Emigração
Emigração para a Alemanha está a mudar, com a chegada de muitos licenciados
O paradigma da emigração portuguesa para a Alemanha está a mudar, com a chegada nos últimos anos, a metrópoles como Berlim ou Munique, de muitos licenciados de diversas áreas, atraídos por um mercado de trabalho mais compensador.
Tal como os seus compatriotas que começaram a emigrar para a Alemanha nos anos sessenta, para voltar a pôr de pé uma indústria arrasada pela guerra, a saída de Portugal dos novos emigrantes foi também motivada pela falta de perspectivas de um emprego compatível em Portugal, que retarda também eventuais planos de regresso à pátria.
“Penso que dificilmente regressarei a Portugal, apesar de o meu pensamento estar lá todos os dias”, diz Manuel Faria, que chegou à Alemanha em 1976, começou a trabalhar numa expedição, e acabou por se tornar comerciante.
“Aquilo que se vê de Portugal não é nada animador, e tenho mais garantias sociais na Alemanha, o que me faz ter receio de regressar um dia”, diz o emigrante de 58 anos, natural de Barcelos.
Luís Batalha, formado em antropologia social, a trabalhar no Museu das Comunicações de Berlim, ainda não tem 10 anos de Alemanha, mas partilha algumas das preocupações do seu compatriota.

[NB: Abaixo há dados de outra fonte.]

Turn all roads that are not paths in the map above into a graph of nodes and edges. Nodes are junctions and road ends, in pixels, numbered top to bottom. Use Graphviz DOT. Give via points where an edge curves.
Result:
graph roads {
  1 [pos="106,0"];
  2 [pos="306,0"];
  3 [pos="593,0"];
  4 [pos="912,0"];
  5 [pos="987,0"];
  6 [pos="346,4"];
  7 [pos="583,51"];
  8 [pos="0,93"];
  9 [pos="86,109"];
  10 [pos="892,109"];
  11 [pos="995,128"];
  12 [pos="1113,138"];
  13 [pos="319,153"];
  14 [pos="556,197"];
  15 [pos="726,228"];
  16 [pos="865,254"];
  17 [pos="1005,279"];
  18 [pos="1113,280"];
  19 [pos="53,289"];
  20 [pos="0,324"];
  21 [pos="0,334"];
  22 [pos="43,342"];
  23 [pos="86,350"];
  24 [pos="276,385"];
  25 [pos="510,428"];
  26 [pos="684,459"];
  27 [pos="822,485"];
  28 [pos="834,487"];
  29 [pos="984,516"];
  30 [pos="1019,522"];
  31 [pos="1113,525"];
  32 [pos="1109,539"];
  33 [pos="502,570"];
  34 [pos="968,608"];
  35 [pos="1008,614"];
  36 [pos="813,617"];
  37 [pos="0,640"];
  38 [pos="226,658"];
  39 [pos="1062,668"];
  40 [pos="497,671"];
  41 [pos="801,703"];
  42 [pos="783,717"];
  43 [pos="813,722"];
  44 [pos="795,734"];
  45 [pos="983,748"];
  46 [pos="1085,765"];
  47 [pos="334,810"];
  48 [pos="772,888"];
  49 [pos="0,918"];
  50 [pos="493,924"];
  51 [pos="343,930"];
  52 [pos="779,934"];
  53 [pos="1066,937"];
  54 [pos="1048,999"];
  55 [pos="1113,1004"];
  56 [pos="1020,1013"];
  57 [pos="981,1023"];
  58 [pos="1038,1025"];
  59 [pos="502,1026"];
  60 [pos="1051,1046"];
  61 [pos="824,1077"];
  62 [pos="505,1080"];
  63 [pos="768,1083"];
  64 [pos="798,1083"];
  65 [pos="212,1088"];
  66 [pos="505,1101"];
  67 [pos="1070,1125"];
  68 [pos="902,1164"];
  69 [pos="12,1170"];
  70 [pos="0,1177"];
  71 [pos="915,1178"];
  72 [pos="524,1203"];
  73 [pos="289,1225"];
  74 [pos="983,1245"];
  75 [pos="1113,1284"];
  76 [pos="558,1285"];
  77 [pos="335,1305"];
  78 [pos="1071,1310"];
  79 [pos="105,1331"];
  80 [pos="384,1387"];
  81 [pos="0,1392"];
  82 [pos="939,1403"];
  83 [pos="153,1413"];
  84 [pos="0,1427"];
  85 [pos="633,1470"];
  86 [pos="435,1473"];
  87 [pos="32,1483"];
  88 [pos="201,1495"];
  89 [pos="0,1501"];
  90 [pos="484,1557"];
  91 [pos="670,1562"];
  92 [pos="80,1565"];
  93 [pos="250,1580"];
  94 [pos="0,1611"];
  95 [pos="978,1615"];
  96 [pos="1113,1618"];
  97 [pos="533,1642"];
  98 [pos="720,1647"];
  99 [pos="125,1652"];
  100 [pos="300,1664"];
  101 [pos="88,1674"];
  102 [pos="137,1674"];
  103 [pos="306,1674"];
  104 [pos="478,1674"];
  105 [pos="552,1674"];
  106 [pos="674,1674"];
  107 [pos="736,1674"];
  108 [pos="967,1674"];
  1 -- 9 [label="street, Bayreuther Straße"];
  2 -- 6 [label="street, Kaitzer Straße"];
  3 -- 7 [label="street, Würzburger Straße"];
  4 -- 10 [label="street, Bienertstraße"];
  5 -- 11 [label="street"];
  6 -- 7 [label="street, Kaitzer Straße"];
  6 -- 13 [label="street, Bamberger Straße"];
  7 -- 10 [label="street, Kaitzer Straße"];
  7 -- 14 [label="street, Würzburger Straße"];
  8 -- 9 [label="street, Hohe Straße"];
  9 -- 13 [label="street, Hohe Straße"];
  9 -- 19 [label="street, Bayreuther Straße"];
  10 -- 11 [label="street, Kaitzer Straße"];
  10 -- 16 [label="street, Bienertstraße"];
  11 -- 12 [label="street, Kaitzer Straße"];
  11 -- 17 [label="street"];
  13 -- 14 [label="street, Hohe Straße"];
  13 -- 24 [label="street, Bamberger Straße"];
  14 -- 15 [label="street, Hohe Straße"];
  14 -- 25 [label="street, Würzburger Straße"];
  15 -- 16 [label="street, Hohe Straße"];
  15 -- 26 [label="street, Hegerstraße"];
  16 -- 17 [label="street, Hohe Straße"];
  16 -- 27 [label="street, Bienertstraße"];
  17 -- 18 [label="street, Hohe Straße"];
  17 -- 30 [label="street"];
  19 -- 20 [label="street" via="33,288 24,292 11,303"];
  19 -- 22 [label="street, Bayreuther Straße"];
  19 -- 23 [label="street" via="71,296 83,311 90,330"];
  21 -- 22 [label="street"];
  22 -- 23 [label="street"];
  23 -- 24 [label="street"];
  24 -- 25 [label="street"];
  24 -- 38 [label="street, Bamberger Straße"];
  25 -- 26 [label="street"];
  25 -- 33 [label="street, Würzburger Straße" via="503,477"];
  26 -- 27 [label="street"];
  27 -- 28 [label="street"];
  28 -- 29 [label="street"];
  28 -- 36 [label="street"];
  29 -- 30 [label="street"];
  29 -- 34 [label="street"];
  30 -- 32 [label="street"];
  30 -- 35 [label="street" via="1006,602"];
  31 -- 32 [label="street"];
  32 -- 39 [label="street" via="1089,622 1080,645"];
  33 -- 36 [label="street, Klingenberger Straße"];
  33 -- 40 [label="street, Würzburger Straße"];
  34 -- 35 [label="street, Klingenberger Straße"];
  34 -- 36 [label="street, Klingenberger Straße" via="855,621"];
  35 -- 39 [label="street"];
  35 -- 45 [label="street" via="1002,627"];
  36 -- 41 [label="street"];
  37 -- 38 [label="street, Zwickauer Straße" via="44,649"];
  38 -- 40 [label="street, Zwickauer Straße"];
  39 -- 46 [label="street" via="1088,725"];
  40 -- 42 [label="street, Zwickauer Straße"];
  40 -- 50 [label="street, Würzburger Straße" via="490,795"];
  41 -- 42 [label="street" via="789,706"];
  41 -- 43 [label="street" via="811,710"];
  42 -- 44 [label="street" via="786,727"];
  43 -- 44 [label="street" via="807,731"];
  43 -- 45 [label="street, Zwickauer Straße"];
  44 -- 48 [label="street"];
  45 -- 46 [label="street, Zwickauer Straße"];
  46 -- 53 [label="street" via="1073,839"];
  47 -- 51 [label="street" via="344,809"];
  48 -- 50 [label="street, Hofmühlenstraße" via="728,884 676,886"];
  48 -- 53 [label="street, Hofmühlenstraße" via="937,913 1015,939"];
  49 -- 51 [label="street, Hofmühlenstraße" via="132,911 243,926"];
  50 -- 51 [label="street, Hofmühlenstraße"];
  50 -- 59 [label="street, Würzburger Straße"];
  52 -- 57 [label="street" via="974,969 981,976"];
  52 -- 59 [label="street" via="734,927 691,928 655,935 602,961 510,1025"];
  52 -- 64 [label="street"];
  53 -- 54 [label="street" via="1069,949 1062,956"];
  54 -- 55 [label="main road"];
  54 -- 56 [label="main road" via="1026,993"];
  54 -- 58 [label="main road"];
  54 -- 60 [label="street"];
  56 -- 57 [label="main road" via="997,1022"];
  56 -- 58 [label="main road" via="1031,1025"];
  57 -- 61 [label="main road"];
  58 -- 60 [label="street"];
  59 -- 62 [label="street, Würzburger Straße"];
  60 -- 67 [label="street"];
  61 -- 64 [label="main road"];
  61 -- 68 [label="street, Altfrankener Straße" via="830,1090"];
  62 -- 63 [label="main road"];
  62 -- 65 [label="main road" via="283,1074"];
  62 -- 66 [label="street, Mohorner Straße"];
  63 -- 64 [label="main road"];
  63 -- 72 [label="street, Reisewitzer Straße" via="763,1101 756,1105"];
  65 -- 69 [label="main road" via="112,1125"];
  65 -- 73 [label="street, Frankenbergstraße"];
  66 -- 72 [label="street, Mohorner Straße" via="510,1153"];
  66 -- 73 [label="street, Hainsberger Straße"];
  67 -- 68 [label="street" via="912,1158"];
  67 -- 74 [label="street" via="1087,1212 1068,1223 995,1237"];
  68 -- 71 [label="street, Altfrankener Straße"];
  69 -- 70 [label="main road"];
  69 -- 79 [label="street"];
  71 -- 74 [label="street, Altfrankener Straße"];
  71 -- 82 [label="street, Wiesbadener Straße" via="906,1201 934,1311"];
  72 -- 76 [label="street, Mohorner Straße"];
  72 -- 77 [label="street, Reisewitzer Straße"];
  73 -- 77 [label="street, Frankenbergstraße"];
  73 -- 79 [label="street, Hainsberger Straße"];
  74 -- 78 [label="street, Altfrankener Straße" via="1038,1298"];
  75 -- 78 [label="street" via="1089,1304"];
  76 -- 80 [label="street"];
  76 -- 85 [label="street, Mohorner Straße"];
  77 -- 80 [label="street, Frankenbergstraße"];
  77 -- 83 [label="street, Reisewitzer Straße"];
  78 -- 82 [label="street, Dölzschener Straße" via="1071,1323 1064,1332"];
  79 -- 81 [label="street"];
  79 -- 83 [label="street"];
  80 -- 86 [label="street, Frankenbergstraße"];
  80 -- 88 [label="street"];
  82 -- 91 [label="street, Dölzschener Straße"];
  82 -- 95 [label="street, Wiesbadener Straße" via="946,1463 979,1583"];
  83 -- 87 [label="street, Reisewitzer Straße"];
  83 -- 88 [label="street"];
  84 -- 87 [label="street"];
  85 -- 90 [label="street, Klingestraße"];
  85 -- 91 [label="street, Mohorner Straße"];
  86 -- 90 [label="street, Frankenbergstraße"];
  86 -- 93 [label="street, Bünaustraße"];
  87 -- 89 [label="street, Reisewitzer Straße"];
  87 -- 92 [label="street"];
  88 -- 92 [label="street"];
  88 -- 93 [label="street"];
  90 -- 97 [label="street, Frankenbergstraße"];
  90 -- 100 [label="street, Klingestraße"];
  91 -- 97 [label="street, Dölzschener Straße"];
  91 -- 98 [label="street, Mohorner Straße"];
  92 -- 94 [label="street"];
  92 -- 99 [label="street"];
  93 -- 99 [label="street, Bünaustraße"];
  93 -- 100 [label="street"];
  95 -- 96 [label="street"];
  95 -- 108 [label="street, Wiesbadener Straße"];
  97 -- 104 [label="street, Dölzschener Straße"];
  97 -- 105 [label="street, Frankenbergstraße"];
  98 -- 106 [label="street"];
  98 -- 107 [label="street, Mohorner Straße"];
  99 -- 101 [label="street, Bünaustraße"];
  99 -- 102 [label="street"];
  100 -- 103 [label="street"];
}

Este emigrante sublinha que o país de origem vai ter de esperar por ele “nos próximos anos”, e que as condições que a Alemanha lhe oferece “não são comparáveis às que existem em Portugal”, quer quanto à progressão na carreira, quer quanto às recompensas financeiras.
E dá um exemplo elucidativo, um jovem como ele, que termina o curso universitário e começa a trabalhar num museu de Berlim, ganha, logo de entrada, o mesmo que um director de departamento de um museu em Portugal.
André Isidro, 29 anos e licenciado em Estudos Europeus, prefere sublinhar as perspectivas profissionais que encontrou em Berlim, onde implementa projectos para uma grande multinacional da área das comunicações integradas.
A facilidade em arranjar emprego em Berlim surpreendeu-o, e embora soubesse que era mais fácil do que em Lisboa, um mês depois de estar na capital alemã já tinha iniciado um estágio na empresa onde está, que mais tarde lhe ofereceu um contrato fixo.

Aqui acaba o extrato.